(C) IBM Corp. 1996, 1999
Text Extender: Administration and Programming
This glossary defines many of the terms and abbreviations used in this
manual. If you do not find the term you are looking for, refer to the
index or to the Dictionary of Computing, New York: McGraw-Hill, 1994.
- A
- access function
- A user-provided function that converts the data type of text stored in a
column to a type that can be processed by Text Extender.
- administration
- The task of preparing text documents for searching, maintaining indexes,
and getting status information.
- API
- Application programming interface.
- application programming interface (API)

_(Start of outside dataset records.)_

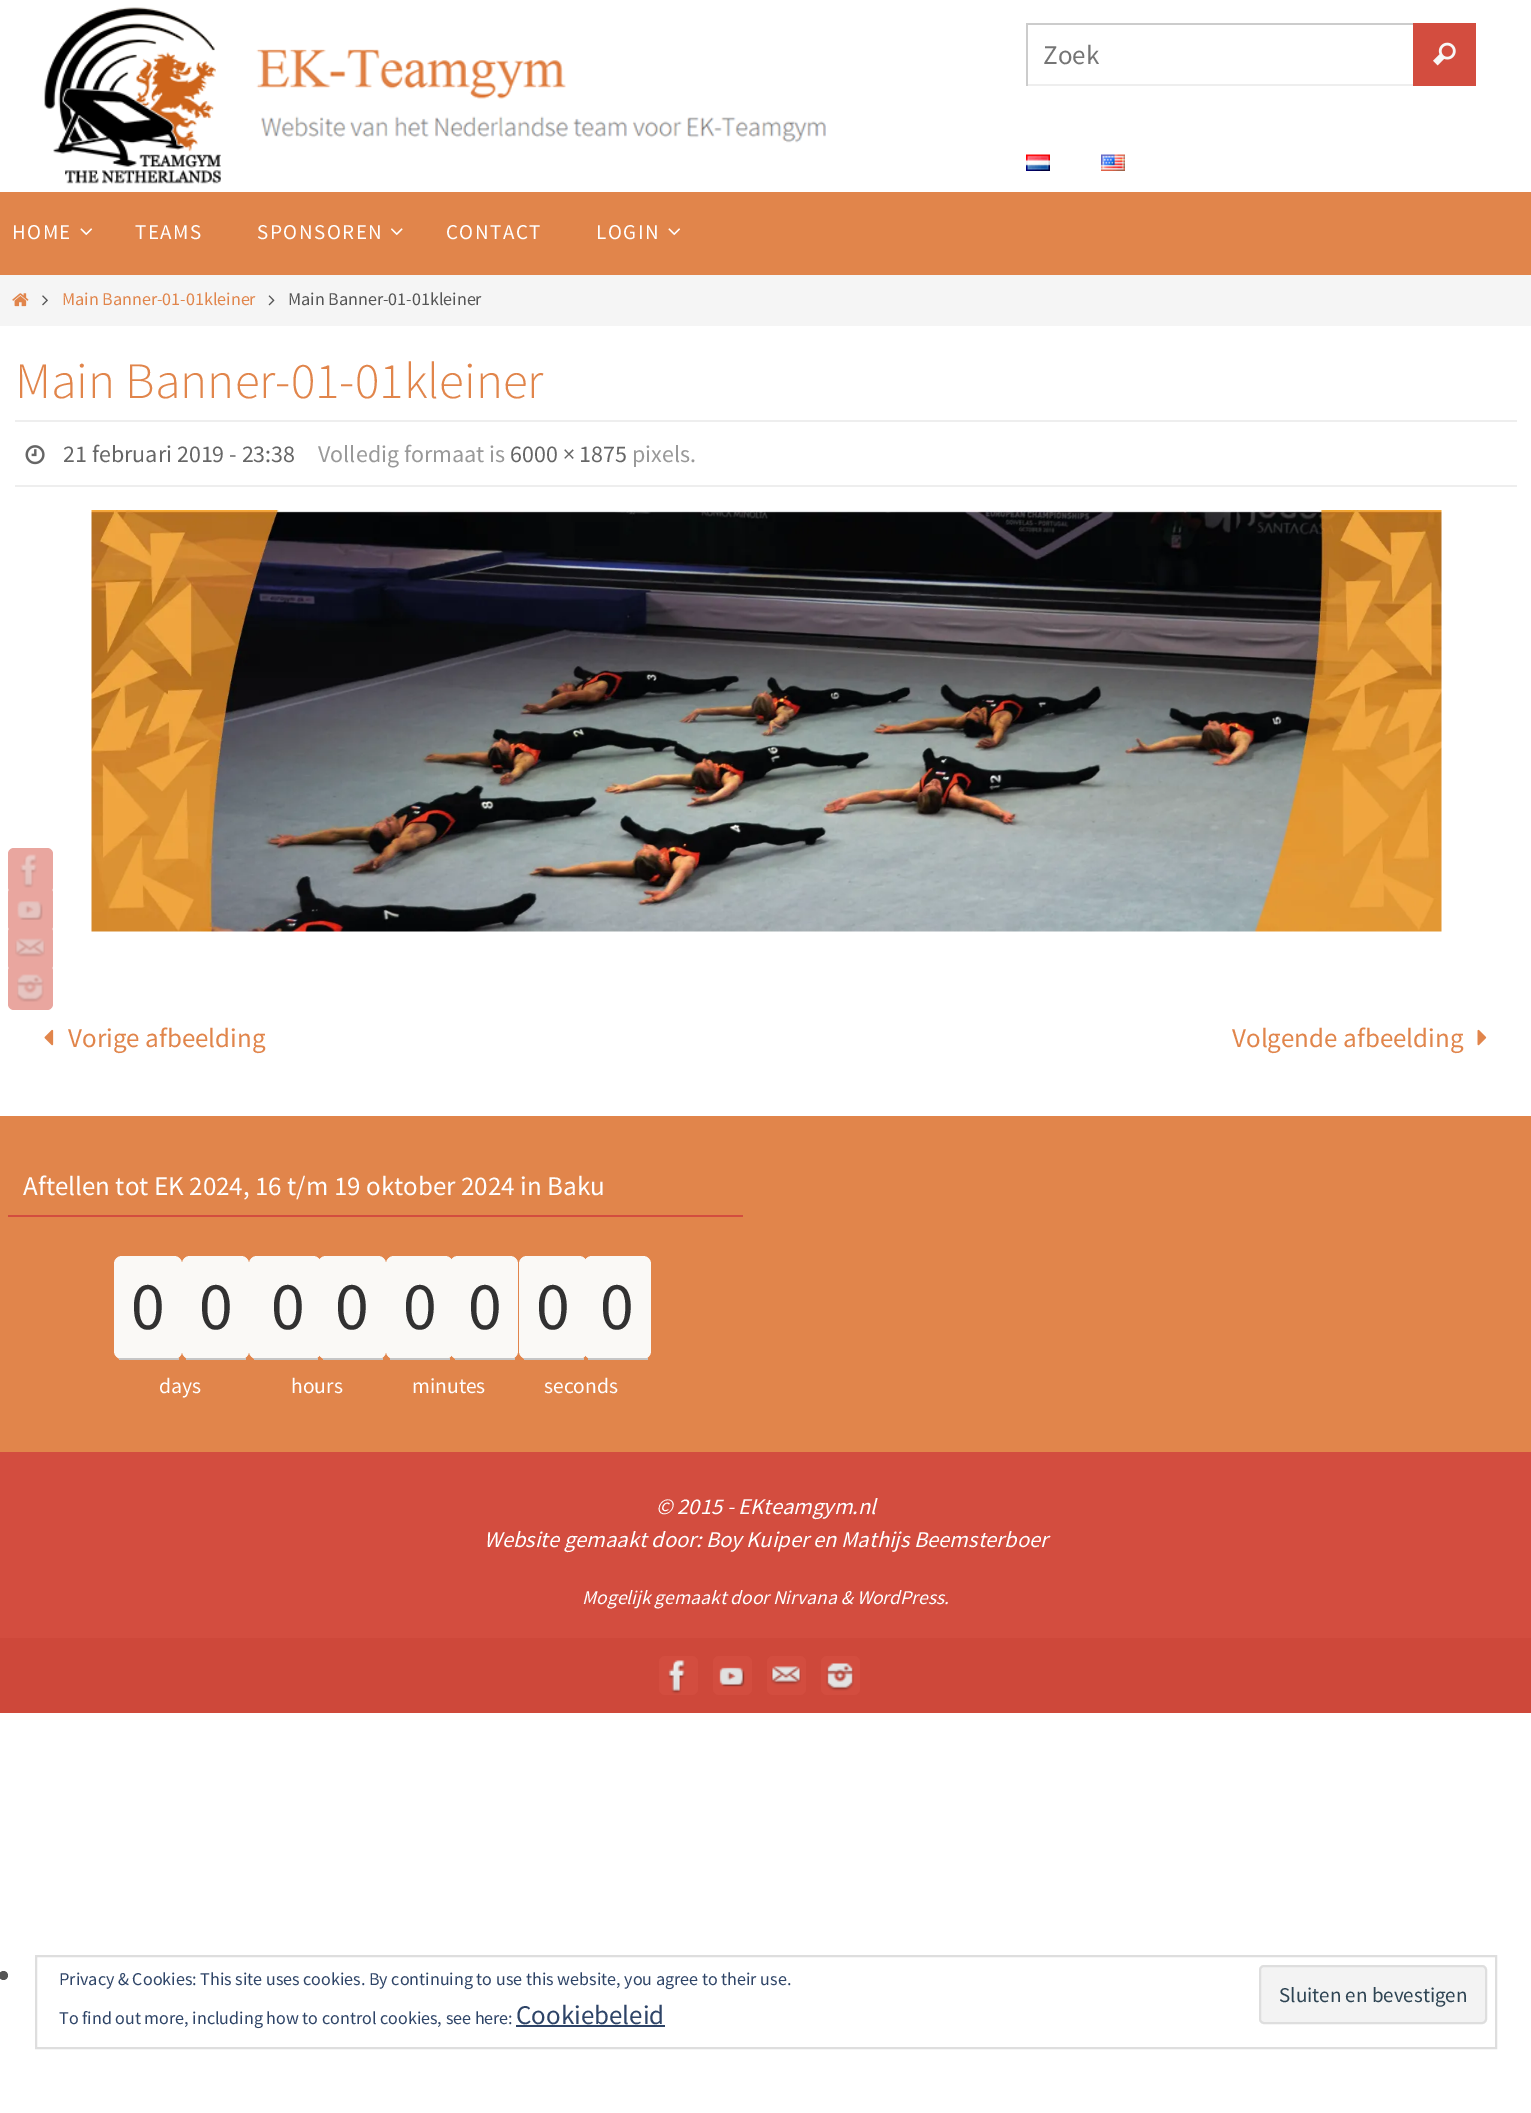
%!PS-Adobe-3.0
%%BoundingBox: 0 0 1531 2113
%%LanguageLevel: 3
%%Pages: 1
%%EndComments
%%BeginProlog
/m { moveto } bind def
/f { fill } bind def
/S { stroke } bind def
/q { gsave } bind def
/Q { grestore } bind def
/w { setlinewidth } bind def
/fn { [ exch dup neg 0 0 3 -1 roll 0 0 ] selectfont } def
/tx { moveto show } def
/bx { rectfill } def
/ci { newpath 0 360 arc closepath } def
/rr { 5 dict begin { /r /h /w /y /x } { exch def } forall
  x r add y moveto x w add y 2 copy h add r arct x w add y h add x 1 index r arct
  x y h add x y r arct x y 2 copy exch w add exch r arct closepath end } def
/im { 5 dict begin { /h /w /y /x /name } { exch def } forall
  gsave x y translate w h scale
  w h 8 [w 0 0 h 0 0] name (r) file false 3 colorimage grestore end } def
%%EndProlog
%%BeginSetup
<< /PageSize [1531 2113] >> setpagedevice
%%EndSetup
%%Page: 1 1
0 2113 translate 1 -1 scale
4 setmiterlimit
1 setgray
0 0 1531 2113 bx
(image0.raw) 44 7 782 177 im
0.827 0.302 0.247 setrgbcolor
1413 23 63 63 bx
0.8 setgray
1026 23 387 2 bx
0.933 setgray
1026 84 387 2 bx
0.8 setgray
1026 23 2 63 bx
/SourceSansPro-Regular 27 fn
0.459 setgray
(Zoek) 1043 64 tx
(image1.raw) 1433 42 23 24 im
(image2.raw) 1026 154 24 17 im
(image3.raw) 1101 154 24 17 im
0.882 0.522 0.294 setrgbcolor
0 192 1531 83 bx
/SourceSansPro-Regular 21 fn
1 setgray
12 239 m 1.5 0 (HOME) ashow
(image4.raw) 80 228 13 8 im
135 239 m 1.5 0 (TEAMS) ashow
257 239 m 1.5 0 (SPONSOREN) ashow
(image5.raw) 391 228 12 8 im
446 239 m 1.5 0 (CONTACT) ashow
596 239 m 1.5 0 (LOGIN) ashow
(image4.raw) 668 228 13 8 im
0.961 setgray
0 275 1531 51 bx
(image6.raw) 12 293 17 14 im
(image7.raw) 42 295 6 11 im
/SourceSansPro-Regular 18 fn
0.882 0.522 0.294 setrgbcolor
(Main Banner-01-01kleiner) 62 305 tx
(image8.raw) 268 295 7 11 im
0.333 setgray
(Main Banner-01-01kleiner) 288 305 tx
/SourceSansPro-Light 51 fn
0.882 0.522 0.294 setrgbcolor
(Main Banner-01-01kleiner) 15 398 tx
0.933 setgray
15 420 1502 2 bx
15 485 1502 2 bx
(image9.raw) 25 445 20 20 im
/SourceSansPro-Regular 24 fn
0.4 setgray
(21 februari 2019 - 23:38) 63 462 tx
0.6 setgray
(Volledig formaat is) 318 462 tx
0.4 setgray
(6000 × 1875) 510 462 tx
0.6 setgray
(pixels.) 632 462 tx
(image10.raw) 91 510 1351 422 im
(image11.raw) 44 1029 10 17 im
/SourceSansPro-Regular 27 fn
0.882 0.522 0.294 setrgbcolor
(Vorige afbeelding) 68 1047 tx
(Volgende afbeelding) 1232 1047 tx
(image12.raw) 1477 1029 10 17 im
0 1116 1531 336 bx
0.827 0.302 0.247 setrgbcolor
8 1215 735 2 bx
1 setgray
(Aftellen tot EK 2024, 16 t/m 19 oktober 2024 in Baku) 23 1195 tx
0.98 0.976 0.965 setrgbcolor
114 1256 68 103 8 rr f
0.776 setgray
119 1358 60 2 bx
/SourceSansPro-Regular 68 fn
0.192 setgray
(0) 131 1329 tx
0.98 0.976 0.965 setrgbcolor
182 1256 67 103 8 rr f
0.776 setgray
186 1358 60 2 bx
0.192 setgray
(0) 199 1329 tx
0.98 0.976 0.965 setrgbcolor
249 1256 68 103 8 rr f
0.776 setgray
254 1358 4 2 bx
/SourceSansPro-Regular 21.5 fn
1 setgray
(days) 159 1393 tx
0.98 0.976 0.965 setrgbcolor
254 1256 67 103 8 rr f
0.776 setgray
258 1358 60 2 bx
/SourceSansPro-Regular 68 fn
0.192 setgray
(0) 271 1329 tx
0.98 0.976 0.965 setrgbcolor
318 1256 68 103 8 rr f
0.776 setgray
323 1358 60 2 bx
0.192 setgray
(0) 335 1329 tx
/SourceSansPro-Regular 21.5 fn
1 setgray
(hours) 291 1393 tx
0.98 0.976 0.965 setrgbcolor
386 1256 67 103 8 rr f
0.776 setgray
390 1358 60 2 bx
/SourceSansPro-Regular 68 fn
0.192 setgray
(0) 403 1329 tx
0.98 0.976 0.965 setrgbcolor
450 1256 68 103 8 rr f
0.776 setgray
455 1358 60 2 bx
0.192 setgray
(0) 468 1329 tx
/SourceSansPro-Regular 21.5 fn
1 setgray
(minutes) 412 1393 tx
0.98 0.976 0.965 setrgbcolor
519 1256 68 103 8 rr f
0.776 setgray
524 1358 60 2 bx
/SourceSansPro-Regular 68 fn
0.192 setgray
(0) 536 1329 tx
0.98 0.976 0.965 setrgbcolor
584 1256 67 103 8 rr f
0.776 setgray
588 1358 60 2 bx
0.192 setgray
(0) 600 1329 tx
/SourceSansPro-Regular 21.5 fn
1 setgray
(seconds) 544 1393 tx
0.827 0.302 0.247 setrgbcolor
0 1452 1531 186 bx
/SourceSansPro-Italic 22.5 fn
1 setgray
(© 2015 - EKteamgym.nl) 656 1514 tx
(Website gemaakt door: Boy Kuiper en Mathijs Beemsterboer) 484 1547 tx
/SourceSansPro-Italic 19.5 fn
(Mogelijk gemaakt door Nirvana & WordPress.) 582 1604 tx
0.808 0.282 0.227 setrgbcolor
0 1638 1531 75 bx
0.827 0.302 0.247 setrgbcolor
659 1656 39 39 6 rr f
(image13.raw) 668 1660 18 34 im
713 1656 39 39 6 rr f
(image14.raw) 719 1667 26 20 im
767 1656 39 39 6 rr f
(image15.raw) 771 1666 30 19 im
821 1656 39 39 6 rr f
(image16.raw) 826 1663 28 28 im
0.914 0.651 0.624 setrgbcolor
8 848 45 45 6 rr f
8 887 45 45 6 rr f
(image17.raw) 20 854 17 34 im
(image18.raw) 17 901 26 19 im
8 926 45 45 6 rr f
(image19.raw) 15 938 30 19 im
8 965 45 45 6 rr f
(image20.raw) 17 974 27 28 im
0.333 setgray
3.5 1975.5 4.5 ci f
0.871 setgray
2 w
36 1956 1460 92 rectstroke
/SourceSansPro-Regular 18 fn
0.18 0.267 0.404 setrgbcolor
(Privacy & Cookies: This site uses cookies. By continuing to use this website, you agree to their use.) 59 1985 tx
0.953 setgray
1260 1966 226 57 4 rr q f Q
0.871 setgray
S
/SourceSansPro-Regular 21 fn
0.18 0.267 0.325 setrgbcolor
(Sluiten en bevestigen) 1279 2002 tx
/SourceSansPro-Regular 18 fn
0.18 0.267 0.404 setrgbcolor
(To find out more, including how to control cookies, see here:) 59 2024 tx
/SourceSansPro-Regular 27 fn
(Cookiebeleid) 516 2024 tx
516 2025 149 2 bx
showpage
%%EOF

- A general-purpose interface between application programs and the Text
Extender information retrieval services.
- B
- Boolean search
- A search in which one or more search terms are combined using Boolean
operators.
- bound search
- A search in Korean documents that respects word boundaries.
- browse
- To view text displayed on a computer monitor.
- browser
- A Text Extender function that enables you to display text on a computer
monitor.
- C
- catalog view
- A view of a system table created by Text Extender for administration
purposes. A catalog view contains information about the tables and
columns that have been enabled for use by Text Extender.
- CCSID
- Coded Character Set Identifier.
- code page
- An assignment of graphic characters and control function meanings to all
code points. For example, assignment of characters and meanings to 256
code points for an 8-bit code.
- command line processor
- A program called DB2TX that:
Allows you to enter Text Extender commands
Processes the commands
Displays the result.
- common-index table
- A DB2 table whose text columns share a common text index. See also
multi-index table.
- count
- A keyword used to specify the number of levels (the depth) of terms in the
thesaurus that are to be used to expand the search term for the given
relation.
- D
- data stream
- Information returned by an API function, comprising text (at least one
paragraph) containing the term searched for, and information for highlighting
the found term in that text.
- DB2 Extender
- One of a group of programs that let you store and retrieve data types
beyond the traditional numeric and character data, such as image, audio, and
video data, and complex documents.
- DBCS
- Double-byte character support.
- dictionary
- A collection of language-related linguistic information that Text Extender
uses during text analysis, indexing, retrieval, and highlighting of documents
in a particular language.
- disable
- To restore a database , a text table, or a text column, to its condition
before it was enabled for Text Extender by removing the items created during
the enabling process.
- distinct type
- See user-defined distinct type.
- document
- See text document.
- document handle
- See handle.
- document model
- The definition of the structure of a document in terms of the sections
that it contains. A document model makes Text Extender aware of the
sections within documents when indexing. A document model lists the
markup tags that identify the sections. For each tag you can specify a
descriptive section name for use in queries against that section. You
can specify one or more document models in a document model file.
- dual index
- A text index having the characteristics of a precise
index and a linguistic index. See also Ngram
index.
- E
- enable
- To prepare a database , a text table, or a text column, for use by Text
Extender.
- environment variable
- A variable used to provide defaults for values for the Text Extender
environment.
- environment profile
- A script provided with Text Extender containing settings for
environment variables.
- escape character
- A character indicating that the subsequent character is not to be
interpreted as a masking character.
- expand
- The action of adding to a search term additional terms derived from a
thesaurus.
- extended matching
- A process involving the use of a dictionary to highlight terms
that are not obvious matches of the search term.
- extender
- See DB2 Extender.
- external file
- A text document in the form of a file stored in the operating system's
file system, rather than in the form of a cell in a table under the control of
DB2.
- F
- feature search
- A search for terms such as names of people, places, or organizations, made
in a linguistic index created using the FEATURE_EXTRACTION indexing
option.
- file handle
- See handle.
- format
- The type of a document, such as ASCII, or WordPerfect.
- free-text search
- A search in which the search term is expressed as free-form text - a
phrase or a sentence describing in natural language the subject to be searched
for.
- function
- See access function.
- fuzzy search
- A search that can find words whose spelling is similar to that of the
search term.
- H
- handle
- A binary value that identifies a text document. It includes:
A document ID
The name and location of the associated index
The document's text information
If the document is located in an external file not under the control of
DB2, the path and name of the file.
A handle is created for each text document in a text column when that
column is enabled for use by Text Extender.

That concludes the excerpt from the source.